県内有数のブドウの産地・横手市大沢にある小川豊治ぶどう園では、シャインマスカットを中心に20種類以上のブドウを栽培している。9月の初めごろから収穫が始まったが、今秋は手放しでは収穫を喜べない状況だ。
この記事の画像(6枚)小川豊治ぶどう園・小川智洋さん:
朝起きたら地域の人と「おはよう、何房食べられた」「うち50房。お前もか」と会話する。大変です
クマにブドウを食い荒らされているのだ。ぶどう園では、ブドウが1日に50房食べられる被害が。しかも1週間ほど毎日続いた。被害額は少なくない。

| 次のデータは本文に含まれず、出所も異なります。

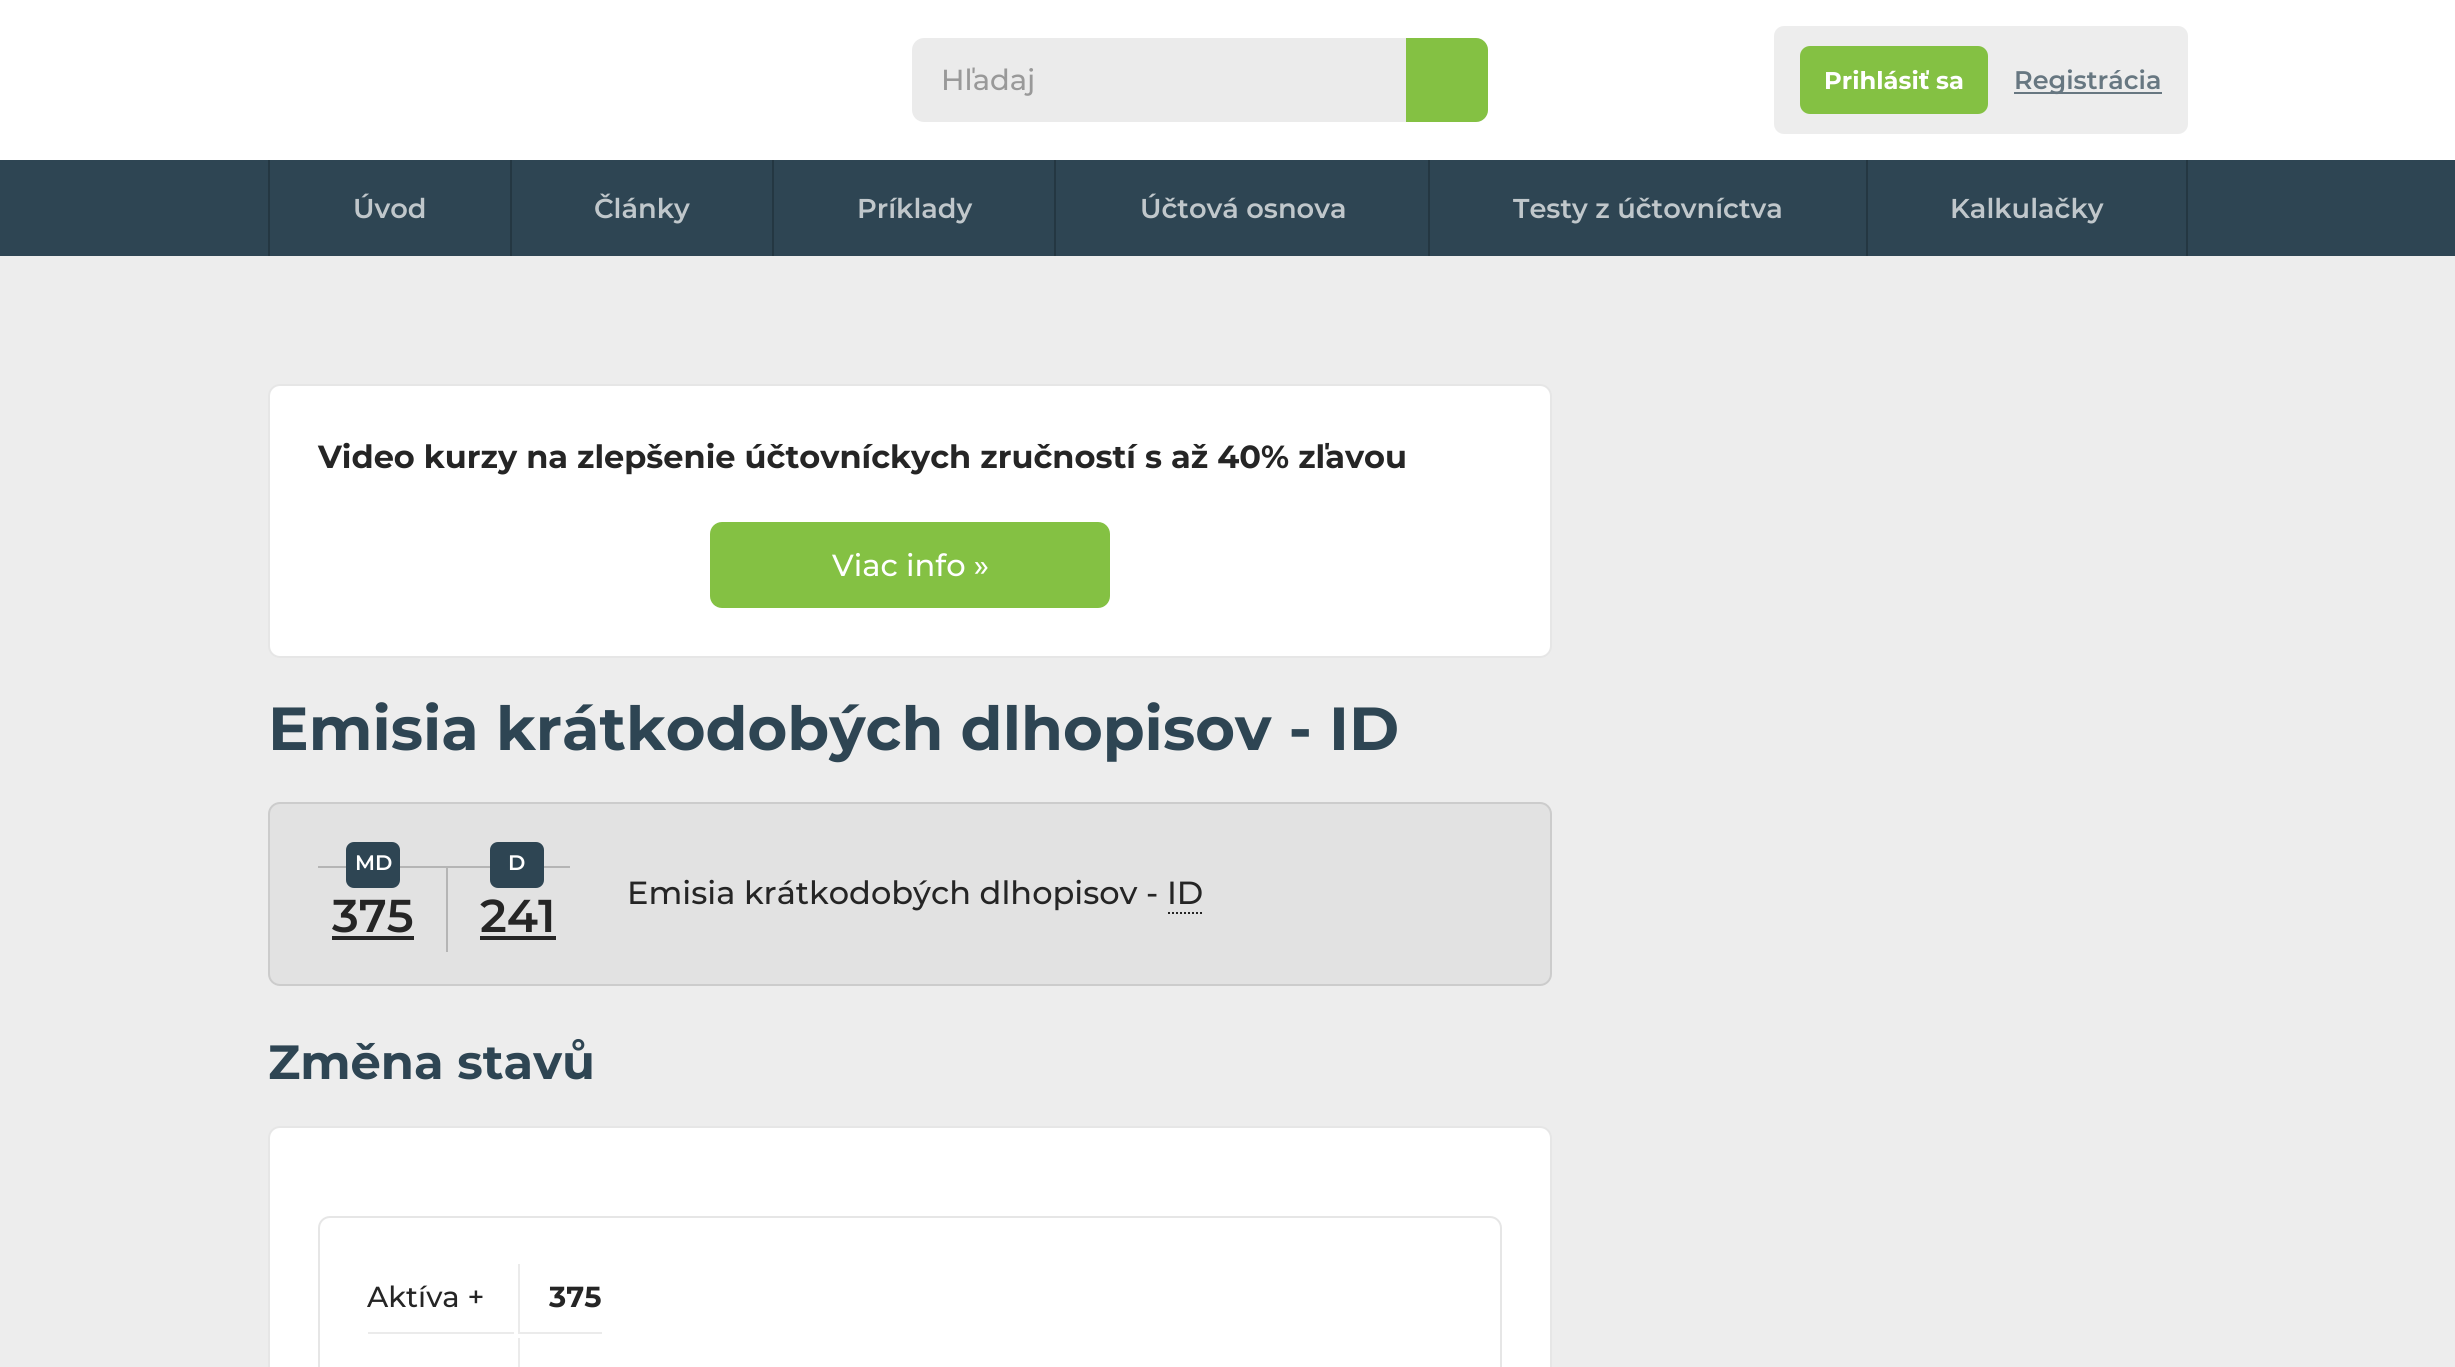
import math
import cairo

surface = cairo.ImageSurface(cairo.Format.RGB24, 2455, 1367)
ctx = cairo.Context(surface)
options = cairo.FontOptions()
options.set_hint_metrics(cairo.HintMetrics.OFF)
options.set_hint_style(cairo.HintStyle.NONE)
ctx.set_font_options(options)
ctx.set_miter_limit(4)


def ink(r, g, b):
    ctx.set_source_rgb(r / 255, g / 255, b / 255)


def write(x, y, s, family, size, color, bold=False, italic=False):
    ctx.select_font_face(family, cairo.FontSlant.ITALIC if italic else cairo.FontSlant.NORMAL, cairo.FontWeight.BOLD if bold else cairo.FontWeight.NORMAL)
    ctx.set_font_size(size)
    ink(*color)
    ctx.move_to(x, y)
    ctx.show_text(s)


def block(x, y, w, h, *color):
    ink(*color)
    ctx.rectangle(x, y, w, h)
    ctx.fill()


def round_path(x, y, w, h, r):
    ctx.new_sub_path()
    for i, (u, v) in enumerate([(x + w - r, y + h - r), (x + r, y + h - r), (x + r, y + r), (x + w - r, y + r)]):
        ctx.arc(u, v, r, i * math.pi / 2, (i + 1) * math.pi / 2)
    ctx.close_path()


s1 = dict(family="Montserrat Medium", size=29, color=(153, 153, 153))
s2 = dict(family="Montserrat", size=24.25, color=(255, 255, 255), bold=True)
s3 = dict(family="Montserrat SemiBold", size=25.5, color=(103, 119, 129))
s4 = dict(family="Montserrat SemiBold", size=27.25, color=(192, 199, 203))
s5 = dict(family="Montserrat", size=32, color=(37, 37, 37), bold=True)
s6 = dict(family="Montserrat Medium", size=30.5, color=(255, 255, 255))
s7 = dict(family="Montserrat", size=60.75, color=(46, 69, 83), bold=True)
s8 = dict(family="Montserrat SemiBold", size=21, color=(255, 255, 255))
s9 = dict(family="Montserrat SemiBold", size=46, color=(37, 37, 37))
s10 = dict(family="Montserrat Medium", size=32, color=(37, 37, 37))
s11 = dict(family="Montserrat", size=48, color=(46, 69, 83), bold=True)
s12 = dict(family="Montserrat Medium", size=29, color=(37, 37, 37))
s13 = dict(family="Montserrat", size=29, color=(37, 37, 37), bold=True)

ink(237, 237, 237)
ctx.paint()
block(0, 0, 2455, 160, 255, 255, 255)
ink(235, 235, 235)
round_path(912, 38, 576, 84, 12)
ctx.fill()
write(941, 90, "Hľadaj", **s1)
ink(132, 193, 67)
ctx.new_path()
ctx.move_to(1406, 38)
ctx.line_to(1476, 38)
ctx.curve_to(1482.5, 38, 1488, 43.5, 1488, 50)
ctx.line_to(1488, 110)
ctx.curve_to(1488, 116.5, 1482.5, 122, 1476, 122)
ctx.line_to(1406, 122)
ctx.close_path()
ctx.fill()
ink(237, 237, 237)
round_path(1774, 26, 414, 108, 10)
ctx.fill()
ink(132, 193, 67)
round_path(1800, 46, 188, 68, 10)
ctx.fill()
write(1824, 89, "Prihlásiť sa", **s2)
block(2014, 92, 148, 2, 103, 119, 129)
write(2014, 89, "Registrácia", **s3)
block(0, 160, 2455, 96, 46, 69, 83)
block(510, 160, 2, 96, 36, 55, 66)
block(268, 160, 2, 96, 36, 55, 66)
write(353, 218, "Úvod", **s4)
block(772, 160, 2, 96, 36, 55, 66)
write(594, 218, "Články", **s4)
block(1054, 160, 2, 96, 36, 55, 66)
write(857, 218, "Príklady", **s4)
block(1428, 160, 2, 96, 36, 55, 66)
write(1140, 218, "Účtová osnova", **s4)
block(1866, 160, 2, 96, 36, 55, 66)
write(1513, 218, "Testy z účtovníctva", **s4)
block(2186, 160, 2, 96, 36, 55, 66)
write(1950, 218, "Kalkulačky", **s4)
ink(255, 255, 255)
round_path(268, 384, 1284, 274, 12)
ctx.fill()
round_path(269, 385, 1282, 272, 11)
ctx.set_source_rgba(0, 0, 0, 0.1)
ctx.stroke()
write(318, 468, "Video kurzy na zlepšenie účtovníckych zručností s až 40% zľavou", **s5)
ink(132, 193, 67)
round_path(710, 522, 400, 86, 12)
ctx.fill()
write(832, 576, "Viac info »", **s6)
write(268, 750, "Emisia krátkodobých dlhopisov - ID", **s7)
ink(226, 226, 226)
round_path(268, 802, 1284, 184, 12)
ctx.fill()
round_path(269, 803, 1282, 182, 11)
ctx.set_source_rgba(0, 0, 0, 0.1)
ctx.stroke()
block(318, 866, 252, 2, 181, 181, 181)
block(446, 868, 2, 84, 181, 181, 181)
ink(46, 69, 83)
round_path(346, 842, 54, 46, 8)
ctx.fill()
write(355, 870, "MD", **s8)
write(332, 932, "375", **s9)
block(332, 936, 82, 4, 37, 37, 37)
ink(46, 69, 83)
round_path(490, 842, 54, 46, 8)
ctx.fill()
write(508, 870, "D", **s8)
write(480, 932, "241", **s9)
block(480, 936, 76, 4, 37, 37, 37)
write(627, 904, "Emisia krátkodobých dlhopisov - ID", **s10)
ctx.new_path()
ctx.move_to(1168, 913)
ctx.line_to(1204, 913)
ctx.set_dash([2, 2])
ctx.stroke()
write(268, 1079, "Změna stavů", **s11)
ink(255, 255, 255)
round_path(268, 1126, 1284, 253, 12)
ctx.fill()
round_path(269, 1127, 1282, 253, 11)
ctx.set_source_rgba(0, 0, 0, 0.1)
ctx.set_dash([])
ctx.stroke()
round_path(319, 1217, 1182, 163, 11)
ink(230, 230, 230)
ctx.stroke()
block(368, 1332, 146, 2, 235, 235, 235)
write(367, 1307, "Aktíva +", **s12)
ink(235, 235, 235)
ctx.new_path()
ctx.move_to(602, 1334)
ctx.line_to(518, 1334)
ctx.line_to(520, 1332)
ctx.line_to(602, 1332)
ctx.close_path()
ctx.fill()
ctx.set_source_rgba(0, 0, 0, 0.08)
ctx.new_path()
ctx.move_to(518, 1334)
ctx.line_to(518, 1264)
ctx.line_to(520, 1264)
ctx.line_to(520, 1332)
ctx.close_path()
ctx.fill()
write(549, 1307, "375", **s13)
block(518, 1338, 2, 29, 235, 235, 235)
surface.write_to_png("screenshot.png")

一番被害を受けたのは高級品種のシャインマスカット。クマに引っ張られたため、枝が垂れ下がってしまった。引っかき傷も見られる。
小川豊治ぶどう園・小川智洋さん:
食害が甚大でして、こんなにブドウの袋が食い散らかされている、こんなにブドウがなくなっている、というのが何日も続くというのが自分の中では初めて
農家も「電気柵」で対策
被害に悩まされるぶどう園が設置しているのは…。
ーーこれは何ですか?
小川豊治ぶどう園・小川智洋さん:
クマ対策の電気柵です。畑の周囲に張り巡らせています
園の周辺にクマを捕獲するおりを設置したところ、おりの付近に設置したカメラがブドウを食べに来たクマを捉えた。

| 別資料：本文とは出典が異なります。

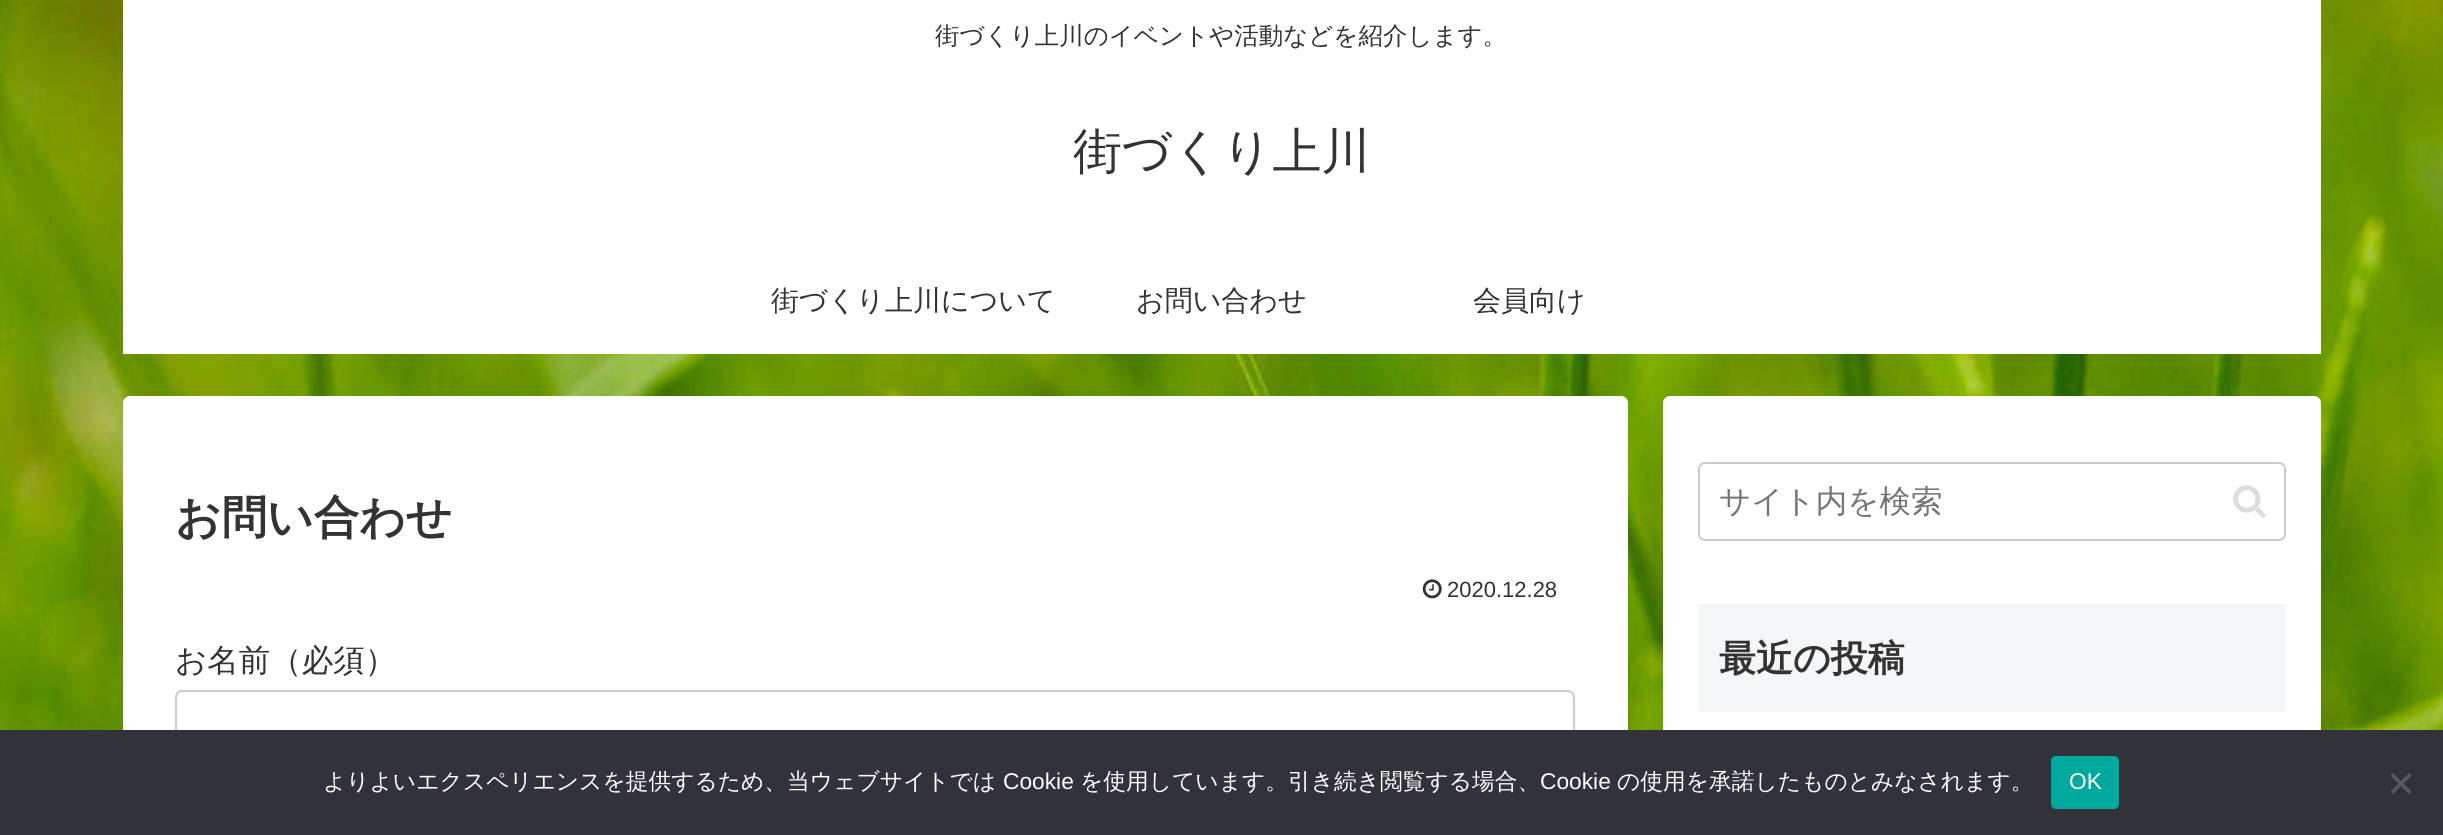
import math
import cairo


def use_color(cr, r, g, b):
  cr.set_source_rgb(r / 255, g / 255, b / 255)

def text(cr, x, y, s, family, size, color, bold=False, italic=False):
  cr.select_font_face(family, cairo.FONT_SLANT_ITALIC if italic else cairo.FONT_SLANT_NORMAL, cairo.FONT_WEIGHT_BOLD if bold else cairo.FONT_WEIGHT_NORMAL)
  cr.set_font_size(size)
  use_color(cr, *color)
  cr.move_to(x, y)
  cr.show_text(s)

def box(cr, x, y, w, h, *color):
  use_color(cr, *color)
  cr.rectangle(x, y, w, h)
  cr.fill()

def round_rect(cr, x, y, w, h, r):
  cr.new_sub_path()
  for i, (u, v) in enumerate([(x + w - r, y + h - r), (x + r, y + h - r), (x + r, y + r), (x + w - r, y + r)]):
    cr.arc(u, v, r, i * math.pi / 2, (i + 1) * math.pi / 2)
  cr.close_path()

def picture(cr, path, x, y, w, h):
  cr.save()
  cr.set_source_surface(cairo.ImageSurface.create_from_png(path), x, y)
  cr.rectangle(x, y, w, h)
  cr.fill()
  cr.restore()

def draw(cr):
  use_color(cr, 255, 255, 255)
  cr.paint()
  picture(cr, "img_01.png", 0, 0, 2443, 730)
  box(cr, 123, 0, 2198, 354, 255, 255, 255)
  round_rect(cr, 123, 396, 1505, 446, 7)
  cr.fill()
  picture(cr, "img_02.png", 1422, 579, 20, 20)
  round_rect(cr, 176, 691, 1398, 76, 6)
  use_color(cr, 204, 204, 204)
  cr.stroke()
  use_color(cr, 255, 255, 255)
  round_rect(cr, 1663, 396, 658, 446, 7)
  cr.fill()
  round_rect(cr, 1699, 463, 586, 77, 6)
  use_color(cr, 204, 204, 204)
  cr.stroke()
  picture(cr, "img_03.png", 2233, 485, 33, 33)
  use_color(cr, 245, 246, 247)
  round_rect(cr, 1698, 604, 588, 108, 4)
  cr.fill()
  box(cr, 0, 730, 2443, 105, 50, 50, 58)
  use_color(cr, 0, 169, 157)
  round_rect(cr, 2051, 756, 68, 53, 5)
  cr.fill()
  use_color(cr, 89, 89, 93)
  cr.new_path()
  cr.move_to(2409, 773)
  cr.line_to(2411.5, 775.5)
  cr.line_to(2393, 794)
  cr.line_to(2390.5, 791.5)
  cr.close_path()
  cr.fill()
  cr.new_path()
  cr.move_to(2390.5, 775.5)
  cr.line_to(2393, 773)
  cr.line_to(2411.5, 791.5)
  cr.line_to(2409, 794)
  cr.close_path()
  cr.fill()
  text(cr, 935, 44, "街づくり上川のイベントや活動などを紹介します。", "WenQuanYi Zen Hei Medium", 24.5, (51, 51, 51))
  text(cr, 1073, 168, "街づくり上川", "WenQuanYi Zen Hei Medium", 49, (51, 51, 51))
  text(cr, 771, 310, "街づくり上川について", "WenQuanYi Zen Hei Medium", 28, (51, 51, 51))
  text(cr, 1136, 310, "お問い合わせ", "WenQuanYi Zen Hei Medium", 28, (51, 51, 51))
  text(cr, 1473, 310, "会員向け", "WenQuanYi Zen Hei Medium", 28, (51, 51, 51))
  text(cr, 175, 533, "お問い合わせ", "WenQuanYi Zen Hei", 45.5, (51, 51, 51), bold=True)
  text(cr, 1447, 597, "2020.12.28", "Liberation Sans", 22, (51, 51, 51))
  text(cr, 175, 671, "お名前（必須）", "WenQuanYi Zen Hei Medium", 31.5, (51, 51, 51))
  text(cr, 1719, 512, "サイト内を検索", "WenQuanYi Zen Hei Medium", 31.5, (117, 117, 117))
  text(cr, 1719, 671, "最近の投稿", "WenQuanYi Zen Hei", 37, (51, 51, 51), bold=True)
  text(cr, 323, 789, "よりよいエクスペリエンスを提供するため、当ウェブサイトでは", "WenQuanYi Zen Hei Medium", 22.75, (255, 255, 255))
  text(cr, 1003, 789, "Cookie", "Liberation Sans", 22.75, (255, 255, 255))
  text(cr, 1080, 789, "を使用しています。引き続き閲覧する場合、", "WenQuanYi Zen Hei Medium", 22.75, (255, 255, 255))
  text(cr, 1540, 789, "Cookie", "Liberation Sans", 22.75, (255, 255, 255))
  text(cr, 1617, 789, "の使用を承諾したものとみなされます。", "WenQuanYi Zen Hei Medium", 22.75, (255, 255, 255))
  text(cr, 2069, 789, "OK", "Liberation Sans", 22.75, (255, 255, 255))


surface = cairo.ImageSurface(cairo.FORMAT_RGB24, 2443, 835)
cr = cairo.Context(surface)
options = cairo.FontOptions()
options.set_hint_metrics(cairo.HINT_METRICS_OFF)
options.set_hint_style(cairo.HINT_STYLE_NONE)
cr.set_font_options(options)
cr.set_miter_limit(4)
draw(cr)
surface.write_to_png("out.png")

そして電気柵を設置すると、クマはぶどう園の中に入らなかった。その後、おりではクマ1頭が捕獲され、駆除されたという。
小川豊治ぶどう園・小川智洋さん:
電気柵を設置した後に被害は大幅に減ったので、効いているんだなと感じる
横手市農林整備課によると、周辺では同じような被害が5件ほど報告されている。
小川豊治ぶどう園・小川智洋さん:
僕たちはどこまでも受け身で、食われて困った、来ないようにするにはどうすればいいだろう、自分たちに一体何ができるのかと感じる。山内地区の猟友会が親身になってアドバイスをくれる。プロの意見を聞きながら対策をすることが、僕にできることだと思う
かつてないほどに増えているクマの目撃情報と被害。旬の味覚を多くの人に届けるため、農家の苦悩は続いている。